**WHAT YOU SHOULD DO**
Please copy every line from the following entries in which the word "numbered" appears.

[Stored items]
╔══

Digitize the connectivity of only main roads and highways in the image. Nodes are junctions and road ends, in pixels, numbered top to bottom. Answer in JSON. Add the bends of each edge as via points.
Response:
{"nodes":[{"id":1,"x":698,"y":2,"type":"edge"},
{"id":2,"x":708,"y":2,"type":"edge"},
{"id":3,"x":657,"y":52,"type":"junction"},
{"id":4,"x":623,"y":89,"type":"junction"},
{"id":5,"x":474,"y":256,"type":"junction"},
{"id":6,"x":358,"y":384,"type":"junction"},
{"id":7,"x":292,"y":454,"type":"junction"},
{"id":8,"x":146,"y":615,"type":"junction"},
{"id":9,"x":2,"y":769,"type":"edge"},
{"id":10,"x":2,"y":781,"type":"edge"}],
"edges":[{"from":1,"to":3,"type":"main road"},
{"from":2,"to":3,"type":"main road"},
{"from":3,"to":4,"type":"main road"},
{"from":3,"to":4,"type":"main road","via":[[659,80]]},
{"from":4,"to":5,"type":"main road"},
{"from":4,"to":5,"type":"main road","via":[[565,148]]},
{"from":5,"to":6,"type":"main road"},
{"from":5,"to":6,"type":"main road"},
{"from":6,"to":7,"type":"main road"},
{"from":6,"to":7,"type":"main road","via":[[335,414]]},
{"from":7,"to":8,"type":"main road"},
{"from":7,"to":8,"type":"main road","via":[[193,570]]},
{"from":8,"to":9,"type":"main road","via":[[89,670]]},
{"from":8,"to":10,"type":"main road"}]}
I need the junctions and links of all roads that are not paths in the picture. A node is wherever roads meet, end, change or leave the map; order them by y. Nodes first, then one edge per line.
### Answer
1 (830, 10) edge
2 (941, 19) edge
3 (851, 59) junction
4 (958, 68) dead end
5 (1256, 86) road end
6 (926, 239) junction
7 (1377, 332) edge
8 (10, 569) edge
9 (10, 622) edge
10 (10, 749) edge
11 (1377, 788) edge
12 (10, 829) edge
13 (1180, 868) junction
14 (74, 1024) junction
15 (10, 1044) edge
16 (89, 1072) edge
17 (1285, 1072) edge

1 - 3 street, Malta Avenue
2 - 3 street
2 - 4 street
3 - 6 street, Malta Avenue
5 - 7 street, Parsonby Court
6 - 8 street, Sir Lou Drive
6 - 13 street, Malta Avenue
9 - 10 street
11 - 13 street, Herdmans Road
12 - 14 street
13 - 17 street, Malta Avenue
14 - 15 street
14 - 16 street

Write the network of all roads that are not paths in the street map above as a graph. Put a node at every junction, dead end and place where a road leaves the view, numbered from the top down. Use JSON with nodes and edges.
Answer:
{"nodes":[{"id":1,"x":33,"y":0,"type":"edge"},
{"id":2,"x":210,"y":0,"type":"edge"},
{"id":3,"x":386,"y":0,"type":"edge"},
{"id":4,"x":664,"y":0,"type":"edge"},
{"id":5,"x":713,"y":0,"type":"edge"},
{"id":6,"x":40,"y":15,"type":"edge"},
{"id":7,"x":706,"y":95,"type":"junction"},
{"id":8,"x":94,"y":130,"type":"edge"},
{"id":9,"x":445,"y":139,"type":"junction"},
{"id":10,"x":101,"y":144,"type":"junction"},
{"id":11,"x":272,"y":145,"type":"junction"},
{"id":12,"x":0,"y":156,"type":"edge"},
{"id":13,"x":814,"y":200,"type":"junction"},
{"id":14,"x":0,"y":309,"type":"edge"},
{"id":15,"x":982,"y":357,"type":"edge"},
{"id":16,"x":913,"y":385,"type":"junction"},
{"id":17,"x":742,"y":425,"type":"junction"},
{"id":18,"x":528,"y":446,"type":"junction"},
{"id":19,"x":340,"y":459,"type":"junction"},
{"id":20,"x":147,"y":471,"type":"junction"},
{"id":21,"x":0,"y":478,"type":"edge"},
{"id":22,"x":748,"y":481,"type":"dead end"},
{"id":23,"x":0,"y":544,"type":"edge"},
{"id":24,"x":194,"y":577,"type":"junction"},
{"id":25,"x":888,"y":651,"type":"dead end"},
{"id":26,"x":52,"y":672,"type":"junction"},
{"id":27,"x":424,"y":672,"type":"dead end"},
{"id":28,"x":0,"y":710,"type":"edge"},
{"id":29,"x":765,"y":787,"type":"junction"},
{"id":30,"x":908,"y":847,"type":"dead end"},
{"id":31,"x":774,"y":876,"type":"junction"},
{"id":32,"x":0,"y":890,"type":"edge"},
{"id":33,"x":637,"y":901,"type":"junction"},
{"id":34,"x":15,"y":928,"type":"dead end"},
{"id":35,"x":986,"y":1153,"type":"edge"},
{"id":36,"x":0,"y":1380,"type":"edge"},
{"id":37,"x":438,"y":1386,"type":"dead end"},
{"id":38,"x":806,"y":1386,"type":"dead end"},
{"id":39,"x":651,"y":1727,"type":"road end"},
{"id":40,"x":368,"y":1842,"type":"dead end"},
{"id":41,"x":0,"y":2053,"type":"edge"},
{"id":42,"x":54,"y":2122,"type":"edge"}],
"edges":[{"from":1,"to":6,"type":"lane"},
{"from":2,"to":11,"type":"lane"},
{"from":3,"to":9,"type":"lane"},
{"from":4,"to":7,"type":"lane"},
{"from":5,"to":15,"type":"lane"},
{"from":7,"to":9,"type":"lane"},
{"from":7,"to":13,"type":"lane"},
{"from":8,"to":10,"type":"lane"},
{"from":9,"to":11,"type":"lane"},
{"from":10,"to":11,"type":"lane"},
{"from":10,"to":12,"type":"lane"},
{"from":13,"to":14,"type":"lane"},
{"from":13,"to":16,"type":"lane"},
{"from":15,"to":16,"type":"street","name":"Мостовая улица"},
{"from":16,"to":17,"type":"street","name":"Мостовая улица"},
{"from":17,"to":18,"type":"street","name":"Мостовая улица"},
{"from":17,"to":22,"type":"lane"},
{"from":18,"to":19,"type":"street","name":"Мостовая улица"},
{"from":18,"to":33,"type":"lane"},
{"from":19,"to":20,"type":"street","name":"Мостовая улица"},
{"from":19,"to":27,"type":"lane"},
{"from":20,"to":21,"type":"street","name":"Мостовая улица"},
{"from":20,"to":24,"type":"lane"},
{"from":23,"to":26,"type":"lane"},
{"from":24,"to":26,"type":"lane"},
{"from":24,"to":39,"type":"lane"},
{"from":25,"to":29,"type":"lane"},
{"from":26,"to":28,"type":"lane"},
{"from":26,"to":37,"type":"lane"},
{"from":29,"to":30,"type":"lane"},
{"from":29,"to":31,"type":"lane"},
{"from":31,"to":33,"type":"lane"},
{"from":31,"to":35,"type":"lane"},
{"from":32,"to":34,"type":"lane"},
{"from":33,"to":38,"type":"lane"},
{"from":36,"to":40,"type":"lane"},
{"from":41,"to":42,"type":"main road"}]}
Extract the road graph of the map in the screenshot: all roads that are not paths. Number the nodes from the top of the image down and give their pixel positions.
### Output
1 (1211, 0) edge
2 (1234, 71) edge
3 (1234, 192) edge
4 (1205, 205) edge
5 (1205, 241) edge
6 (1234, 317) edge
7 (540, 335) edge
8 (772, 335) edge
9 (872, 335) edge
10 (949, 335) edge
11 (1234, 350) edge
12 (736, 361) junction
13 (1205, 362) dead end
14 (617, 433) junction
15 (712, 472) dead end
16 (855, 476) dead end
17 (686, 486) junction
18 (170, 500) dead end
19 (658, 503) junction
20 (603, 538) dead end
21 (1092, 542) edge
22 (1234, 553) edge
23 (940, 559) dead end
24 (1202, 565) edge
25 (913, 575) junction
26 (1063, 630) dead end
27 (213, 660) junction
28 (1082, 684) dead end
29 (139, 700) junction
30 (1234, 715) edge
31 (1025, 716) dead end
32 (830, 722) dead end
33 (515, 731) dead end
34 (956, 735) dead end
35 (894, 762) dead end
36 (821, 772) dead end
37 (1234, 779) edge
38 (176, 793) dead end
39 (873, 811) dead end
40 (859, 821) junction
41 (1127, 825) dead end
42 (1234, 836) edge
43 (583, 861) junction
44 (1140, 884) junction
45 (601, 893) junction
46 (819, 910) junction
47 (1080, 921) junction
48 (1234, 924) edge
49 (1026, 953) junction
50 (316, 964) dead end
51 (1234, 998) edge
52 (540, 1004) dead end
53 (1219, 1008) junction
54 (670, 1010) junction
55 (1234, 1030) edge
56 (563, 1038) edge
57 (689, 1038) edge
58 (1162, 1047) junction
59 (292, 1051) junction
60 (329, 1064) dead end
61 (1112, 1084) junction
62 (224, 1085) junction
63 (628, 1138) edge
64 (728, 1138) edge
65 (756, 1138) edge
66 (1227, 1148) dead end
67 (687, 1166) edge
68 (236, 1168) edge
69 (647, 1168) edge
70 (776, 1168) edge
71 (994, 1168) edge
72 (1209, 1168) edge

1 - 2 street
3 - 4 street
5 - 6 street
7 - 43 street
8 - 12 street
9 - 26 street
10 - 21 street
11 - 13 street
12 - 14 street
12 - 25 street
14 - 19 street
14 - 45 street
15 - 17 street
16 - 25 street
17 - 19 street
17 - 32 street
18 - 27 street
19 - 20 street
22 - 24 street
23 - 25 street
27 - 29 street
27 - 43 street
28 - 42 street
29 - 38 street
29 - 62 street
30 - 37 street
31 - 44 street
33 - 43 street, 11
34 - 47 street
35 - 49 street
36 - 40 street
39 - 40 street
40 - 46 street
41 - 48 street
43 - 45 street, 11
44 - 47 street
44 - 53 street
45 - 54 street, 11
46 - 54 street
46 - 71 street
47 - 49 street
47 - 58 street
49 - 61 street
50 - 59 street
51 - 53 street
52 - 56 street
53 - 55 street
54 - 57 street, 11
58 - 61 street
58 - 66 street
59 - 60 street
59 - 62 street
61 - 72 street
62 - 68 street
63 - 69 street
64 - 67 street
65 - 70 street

╚══

**RESPONSE TO THIS EXERCISE**
Digitize the connectivity of only main roads and highways in the image. Nodes are junctions and road ends, in pixels, numbered top to bottom. Answer in JSON. Add the bends of each edge as via points.
Write the network of all roads that are not paths in the street map above as a graph. Put a node at every junction, dead end and place where a road leaves the view, numbered from the top down. Use JSON with nodes and edges.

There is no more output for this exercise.